5.根据权利要求1所述的试剂盒，其特征在于，所述胶体金颗粒的粒径为13～15nm。

6.根据权利要求1所述的试剂盒，其特征在于，所述抗克百威抗体为单克隆抗体。

7.根据权利要求1所述的试剂盒，其特征在于，所述克百威双标胶体金纳米探针具体由以下方法制备得到：

1)、取胶体金溶液调pH至8.8～9.2后向其中加入抗克百威抗体，搅拌混合，静置25～35min；然后加入硫醇修饰的单链DNA链，8～12℃静置36～44h；再调整pH至7.3～7.5，加入NaCl至浓度0.08～0.12mol/L，8000～11000r/min离心8～12min，弃上清，得到含寡核苷酸的胶体金；

2)、用牛血清白蛋白浓度为0.8～1.2％的磷酸盐缓冲溶液重悬所述含寡核苷酸的胶体金，孵育1～3h；再加入与所述硫醇修饰的单链DNA链互补的生物条形码DNA链，室温杂交3～5h，8000～11000r/min离心，弃上清，得到所述克百威双标胶体金纳米探针。

8.根据权利要求7所述的试剂盒，其特征在于：

在加入NaCl至既定浓度时，在120～180min内分2～4次等量加入，每次间隔40～60min。

9.一种克百威定性定量分析的方法，其特征在于，将权利要求1～8任一项所述的试剂盒与荧光定量PCR技术联用。

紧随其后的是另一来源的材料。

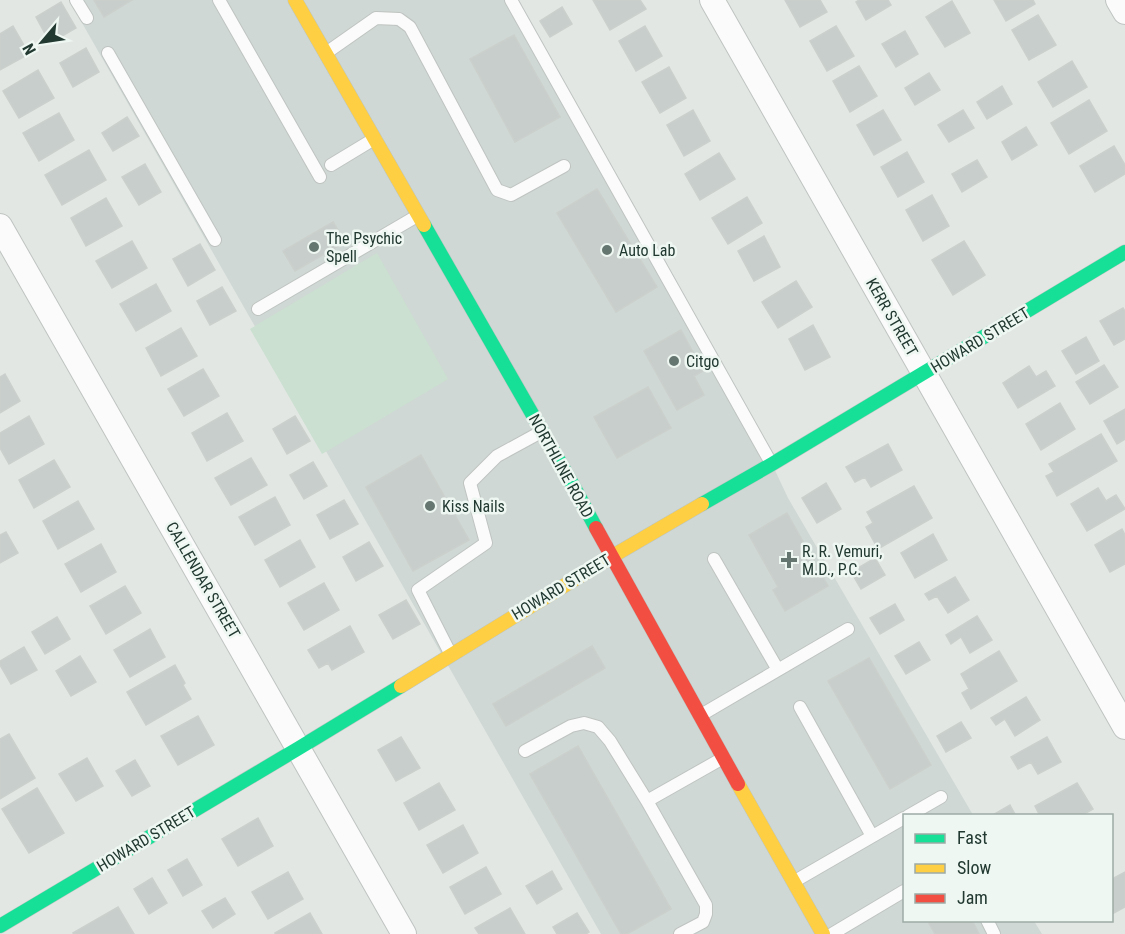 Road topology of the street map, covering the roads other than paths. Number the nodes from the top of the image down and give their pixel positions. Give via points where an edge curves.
1 (76, 0) edge
2 (219, 0) edge
3 (295, 0) edge
4 (511, 0) edge
5 (712, 0) edge
6 (1118, 0) edge
7 (1125, 12) edge
8 (87, 18) dead end
9 (108, 53) dead end
10 (325, 53) junction
11 (374, 138) junction
12 (331, 165) dead end
13 (564, 166) dead end
14 (320, 177) dead end
15 (418, 215) junction
16 (0, 226) edge
17 (215, 240) dead end
18 (1125, 252) edge
19 (258, 309) dead end
20 (924, 373) junction
21 (543, 432) junction
22 (772, 464) junction
23 (611, 557) junction
24 (714, 559) dead end
25 (848, 629) dead end
26 (451, 655) junction
27 (778, 670) junction
28 (800, 707) dead end
29 (700, 715) junction
30 (1125, 727) edge
31 (299, 748) junction
32 (525, 751) dead end
33 (724, 757) junction
34 (941, 797) dead end
35 (647, 801) junction
36 (911, 814) edge
37 (903, 819) edge
38 (872, 836) junction
39 (794, 881) junction
40 (903, 892) edge
41 (0, 926) edge
42 (404, 934) edge
43 (680, 934) edge
44 (823, 934) edge
45 (832, 934) edge

1 - 8 lane
2 - 14 lane
3 - 10 street, NORTHLINE ROAD
4 - 22 lane
5 - 20 street, KERR STREET
6 - 7 street
9 - 17 lane
10 - 11 street, NORTHLINE ROAD
10 - 13 lane via 376,18 399,19 410,27 497,190 512,195
11 - 12 lane
11 - 15 street, NORTHLINE ROAD
15 - 19 lane
15 - 21 street, NORTHLINE ROAD
16 - 31 street, CALLENDAR STREET
18 - 20 street, HOWARD STREET
20 - 22 street, HOWARD STREET
20 - 30 street, KERR STREET
21 - 23 street, NORTHLINE ROAD
21 - 26 lane via 497,456 470,483 486,543 418,590
22 - 23 street, HOWARD STREET
23 - 26 street, HOWARD STREET
23 - 29 street, NORTHLINE ROAD
24 - 27 lane
25 - 27 lane
26 - 31 street, HOWARD STREET
27 - 29 lane
28 - 38 lane
29 - 33 street, NORTHLINE ROAD
31 - 41 street, HOWARD STREET
31 - 42 street, CALLENDAR STREET
32 - 35 lane via 571,726 584,723 598,728
33 - 35 lane
33 - 39 street, NORTHLINE ROAD
34 - 36 lane
35 - 43 lane via 706,904 703,922
37 - 38 lane
38 - 39 lane
39 - 44 street, NORTHLINE ROAD
40 - 45 lane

10.根据权利要求9所述的克百威定性定量分析的方法，其特征在于，该方法具体包括：

a)、将克百威标准品、提取与净化后的待测样品分别与等体积的克百威双标胶体金探针和克百威纳米探针混合孵育；

b)、洗涤孵育产物并去杂化得到与各标准品与待测样品对应的生物条形码；

c)、使用荧光定量PCR对生物条形码进行测定；

d)、以克百威标准品的浓度为横坐标，各浓度所对应的Ct值为纵坐标，建立标准曲线，并根据标准曲线计算各样品中的克百威浓度。